Bishapur (Middle Persian: Bay-Šāpūr; , Bishâpûr) was an ancient city in Sasanid Persia (Iran) on the ancient road between Persis and Elam. The road linked the Sassanid capitals Estakhr (very close to Persepolis) and Ctesiphon. It is located south of modern Faliyan in the Kazerun County of Pars Province, Iran.

Bishapur was built near a river crossing and at the same site there is also a fort with rock-cut reservoirs and a river valley with six Sassanid rock reliefs.

The most important point about this city, is the combination of Persian and Roman art and architecture that hadn't been seen before Bishapur construction. Before Bishapour was built, almost all the main cities in Persia/Iran had a circular shape like the old city in Firuzabad or Darab.  Bishapour is the first Persian city with vertical and horizontal streets. Also in the city, especially in interior design, we can see tile work that's adapted from Roman Art.

History 
The name Bishapur derives from Bay-Šāpūr, which means Lord Shapur.

According to an inscription, the city itself was founded in 266 AD by Shapur I (241-272), who was the second Sassanid king and inflicted a triple defeat on the Romans, having killed Gordian III, captured Valerian and forced Philip the Arab to surrender. In his native province of Fars, he built a new capital that would measure up to his ambitions: Bishapur, Shapur's City. Outside the city, Shapur decorated the sides of the Bishapur River gorge with huge historical relief commemorating his triple triumph over Rome. One of these reliefs, in a semicircular shape, has rows of registers with files of soldiers and horses, in a deliberate imitation of the narrative scenes on the Trajan column in Rome.

At Bishapur the king also inaugurated the Sassanid imagery of the king's investiture, which would be copied by his successors: the king and the god are face to face, often on horseback, and the god - usually Ahura Mazda - is holding the royal diadem out to the sovereign.

The city was not a completely new settlement: archaeologists have found remains from the Parthian and Elamite ages.
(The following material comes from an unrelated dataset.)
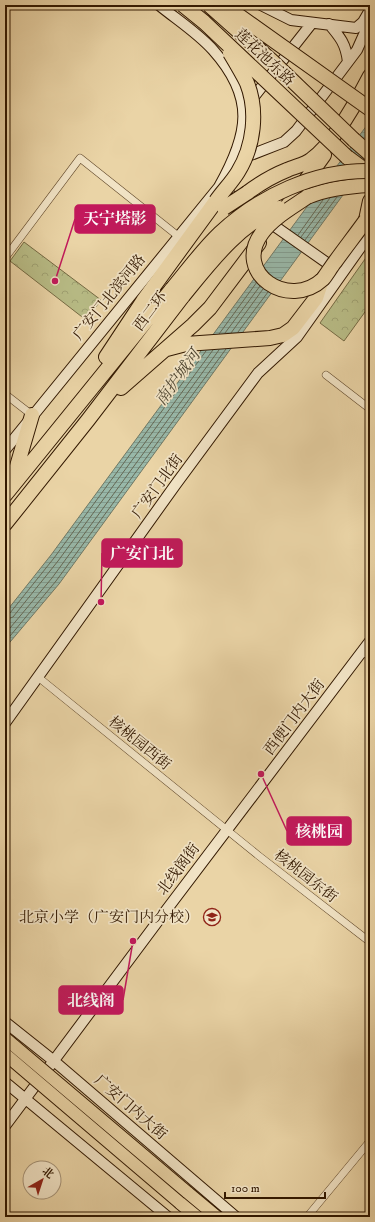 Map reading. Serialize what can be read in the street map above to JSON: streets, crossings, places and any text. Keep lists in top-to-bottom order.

The city remained important until the Arab conquest of Persia the rise of Islam in the second quarter of the 7th century AD. There were still people living there in the 10th century.
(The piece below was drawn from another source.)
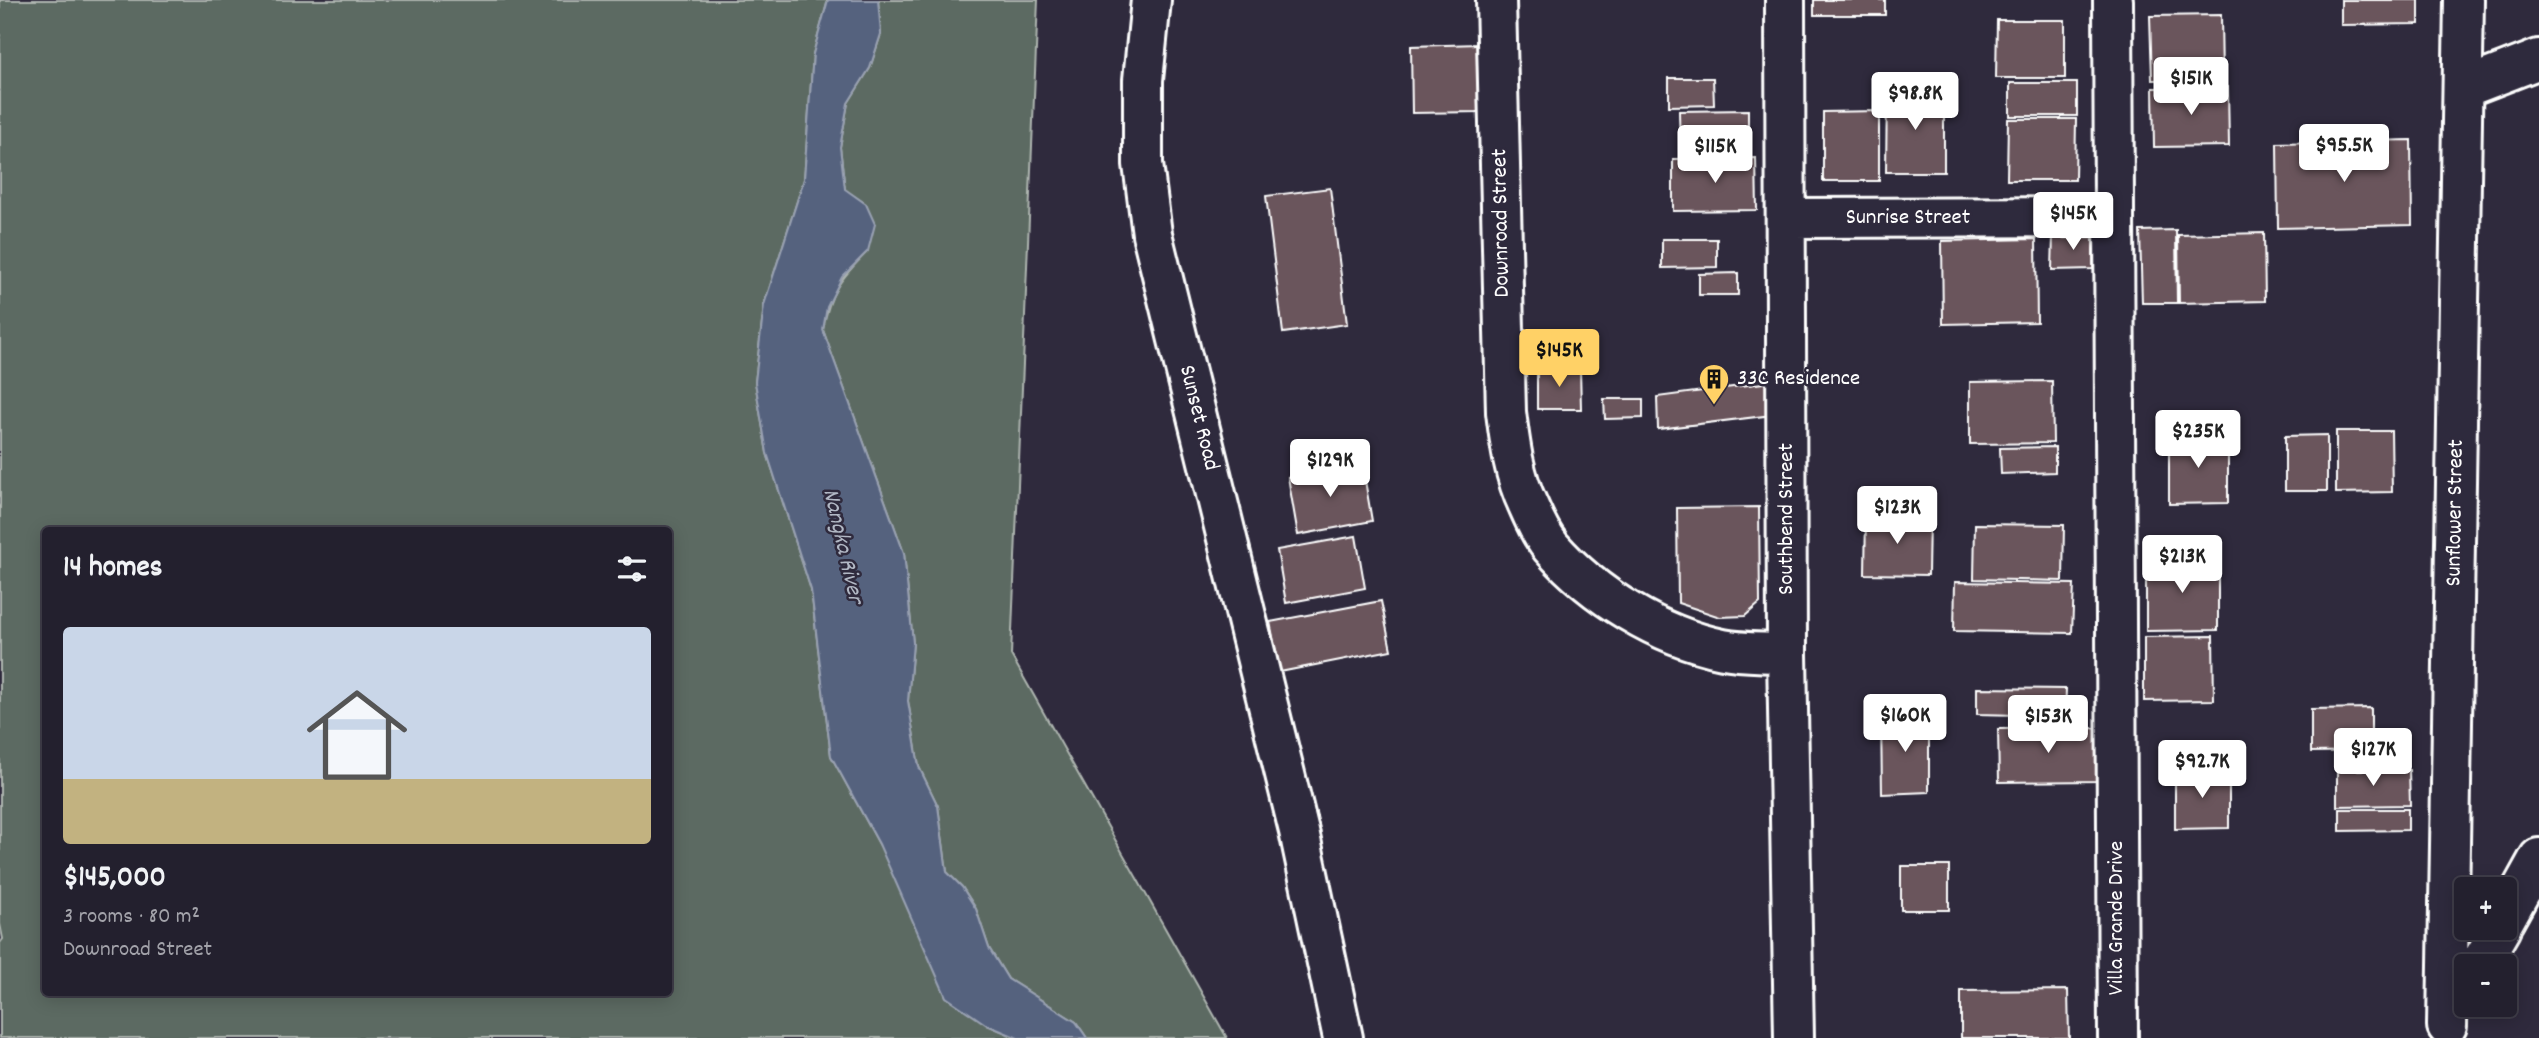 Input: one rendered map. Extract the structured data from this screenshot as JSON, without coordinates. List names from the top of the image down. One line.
{"streets":{"street":["Sunrise Street","Downroad Street","Sunset Road","Sunflower Street","Southbend Street","Villa Grande Drive"]},"crossings":[["Sunrise Street","Southbend Street"],["Sunrise Street","Villa Grande Drive"],["Downroad Street","Southbend Street"]],"water":["Nangka River"],"places":{"building":["33C Residence"]},"page":{"price":["$151K","$98.8K","$95.5K","$115K","$145K","$145K","$235K","$129K","$123K","$213K","$160K","$153K","$127K","$92.7K"],"heading":"14 homes","list":[{"name":"$145,000","note":"3 rooms · 80 m² · Downroad Street"}],"map_buttons":["+","−"]}}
The city has a rectangular plan with a grid pattern of regular intra urban streets, resembling Roman city design. This design was never repeated in the architecture of Iran.

Excavations and research

The site was cleared by the Russian-French archaeologist Roman Ghirshman in the 1930s. The British archaeologist Georgina Herrmann has also written a book about the Sasanian rock reliefs in Bishapur which was published in 1980.

Decoration 

The main part of the excavations took place in the royal sector, in the east of the city. A water temple, interpreted as an Anahita temple, was erected near the palace. In the center there is a cross-shaped space with eight large square exedrae decorated with 64 alcoves. The French excavators believed it had been covered with a dome roof, but this reconstruction has been rejected. To the west lies a courtyard decorated with mosaics; to the east, a square iwan used as a reception room. Its walls must have been covered with small stucco ornaments: rows of medallions, bands of foliage, and topped with merlons inherited from Achaemenid architecture. All these decorative techniques were still used after the Islamic conquest of Persia.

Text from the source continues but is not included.